Blackfin and version scripts
Ralf Wildenhues
Ralf.Wildenhues at gmx.de
Sat Jun 26 21:36:08 CEST 2010
* Werner Koch wrote on Wed, Jun 23, 2010 at 09:46:01AM CEST:
> On Wed, 23 Jun 2010 07:29, rra at stanford.edu said:
>
> > I can take a pass at starting. All that I need for my packages is to
> > support the basic version syntax:
> >
> > <version> {
> > global:
> > <symbol>;
>
> That would be sufficient for me too as long as a <version_2> with only
> global symbols is supported as well.
>
> Having a second file with a simple list of symbols instead of a version
> script parser is another option.

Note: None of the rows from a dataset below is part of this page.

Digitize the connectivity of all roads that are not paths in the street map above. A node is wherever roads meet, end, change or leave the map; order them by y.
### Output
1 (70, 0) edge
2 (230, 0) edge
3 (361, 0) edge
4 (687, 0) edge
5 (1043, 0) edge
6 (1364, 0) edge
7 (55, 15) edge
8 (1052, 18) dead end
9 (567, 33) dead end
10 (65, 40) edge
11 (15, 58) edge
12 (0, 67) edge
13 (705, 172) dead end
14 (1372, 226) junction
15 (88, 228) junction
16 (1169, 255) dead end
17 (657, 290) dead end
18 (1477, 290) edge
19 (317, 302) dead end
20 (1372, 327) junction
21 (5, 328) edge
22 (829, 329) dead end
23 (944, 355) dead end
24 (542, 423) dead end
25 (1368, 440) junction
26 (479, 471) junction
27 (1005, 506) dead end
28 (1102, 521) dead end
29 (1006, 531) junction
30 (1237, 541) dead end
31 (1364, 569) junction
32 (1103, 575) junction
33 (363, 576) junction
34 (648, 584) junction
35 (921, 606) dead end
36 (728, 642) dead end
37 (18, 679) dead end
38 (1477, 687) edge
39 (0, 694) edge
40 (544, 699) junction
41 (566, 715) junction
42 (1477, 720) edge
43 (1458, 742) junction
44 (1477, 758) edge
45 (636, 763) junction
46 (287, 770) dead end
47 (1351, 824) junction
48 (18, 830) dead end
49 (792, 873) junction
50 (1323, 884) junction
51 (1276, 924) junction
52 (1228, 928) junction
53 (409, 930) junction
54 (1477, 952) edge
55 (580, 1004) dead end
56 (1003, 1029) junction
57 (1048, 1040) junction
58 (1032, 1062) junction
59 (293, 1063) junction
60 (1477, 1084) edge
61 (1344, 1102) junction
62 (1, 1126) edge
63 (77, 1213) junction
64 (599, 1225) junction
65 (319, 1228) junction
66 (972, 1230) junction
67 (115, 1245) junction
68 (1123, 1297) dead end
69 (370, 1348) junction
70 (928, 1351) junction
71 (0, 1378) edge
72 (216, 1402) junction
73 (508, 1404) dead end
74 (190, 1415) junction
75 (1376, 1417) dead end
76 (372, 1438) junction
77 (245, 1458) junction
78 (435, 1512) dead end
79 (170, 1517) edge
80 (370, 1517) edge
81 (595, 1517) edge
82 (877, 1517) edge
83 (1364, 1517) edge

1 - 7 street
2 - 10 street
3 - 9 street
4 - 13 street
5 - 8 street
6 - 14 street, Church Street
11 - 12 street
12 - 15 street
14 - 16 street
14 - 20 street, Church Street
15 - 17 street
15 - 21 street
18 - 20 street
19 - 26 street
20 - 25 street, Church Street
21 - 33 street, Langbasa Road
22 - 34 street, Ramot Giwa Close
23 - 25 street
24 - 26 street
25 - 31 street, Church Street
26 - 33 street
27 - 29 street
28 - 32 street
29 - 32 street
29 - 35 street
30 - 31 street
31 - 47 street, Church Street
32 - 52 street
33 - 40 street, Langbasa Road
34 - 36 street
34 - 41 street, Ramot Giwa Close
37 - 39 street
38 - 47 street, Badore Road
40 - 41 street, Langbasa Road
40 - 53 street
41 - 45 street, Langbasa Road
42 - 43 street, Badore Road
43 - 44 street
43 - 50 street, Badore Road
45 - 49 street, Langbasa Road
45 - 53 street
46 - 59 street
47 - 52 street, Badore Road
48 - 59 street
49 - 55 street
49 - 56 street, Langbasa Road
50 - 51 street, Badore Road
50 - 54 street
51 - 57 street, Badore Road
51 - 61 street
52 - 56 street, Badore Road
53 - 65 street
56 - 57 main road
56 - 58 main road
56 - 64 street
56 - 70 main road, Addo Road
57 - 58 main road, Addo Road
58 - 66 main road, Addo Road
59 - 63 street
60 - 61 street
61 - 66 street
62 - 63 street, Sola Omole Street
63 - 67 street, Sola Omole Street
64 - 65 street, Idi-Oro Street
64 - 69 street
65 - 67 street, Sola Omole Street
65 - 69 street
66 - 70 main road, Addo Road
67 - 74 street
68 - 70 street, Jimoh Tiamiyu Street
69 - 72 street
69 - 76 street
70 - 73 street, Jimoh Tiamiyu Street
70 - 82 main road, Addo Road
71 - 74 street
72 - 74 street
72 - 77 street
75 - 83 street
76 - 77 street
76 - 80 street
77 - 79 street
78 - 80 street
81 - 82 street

Actually this is required because to
> support W32 we need a .def file
>
> EXPORTS
> gcry_check_version @1
> gcry_control @2
>
> which allows to assign id numbers to symbols. In theory we could add
> this via comment lines to a versions script but that would make a parser
> even more complicated. In some projects I create the .def file from a
> .def.in file to handle differences between W32 and W32CE. In any case
> the .def file is easy to parse and could be used as input to
> --export-symbols.
OK, so the problem space as I see it:
- complex GNU/Solaris ld version scripts, but most users need only a
fairly simple part of that,
- w32 .def files,
- symbols lists or regexes as used by libtool,
- the wild card specification to use: ld uses globbing,
-export-symbols-regex uses ERE.
- mangling relevant also for C: prepending underscore or not, appending
calling convention suffixes @... on w32,
- mangling for non-C languages: C++, Java,
- libtool should be able to add or remove a few symbols to the list,
- for w32, we may need to tag DATA exports,
"Parsing" is hard in the shell. It's probably easiest to define a
libtool-specific language ("file format") that is easily amenable to sed
or old awk, from which we can generate a ld version script, a def file,
or a list of mangled symbols. That language could still allow the user
to specify arbitrarily complex version script constructions, as long as
they are given in a way our parser can easily ignore. That's the hard
part.
A complicating factor in the current libtool handling for exports is
line length limitations: we might need to cope with partial links or
reloadable objects, or, preferably, employ one of the workarounds like
response files or linker scripts. This part in ltmain I know how to
deal with, so if you need help there speak up.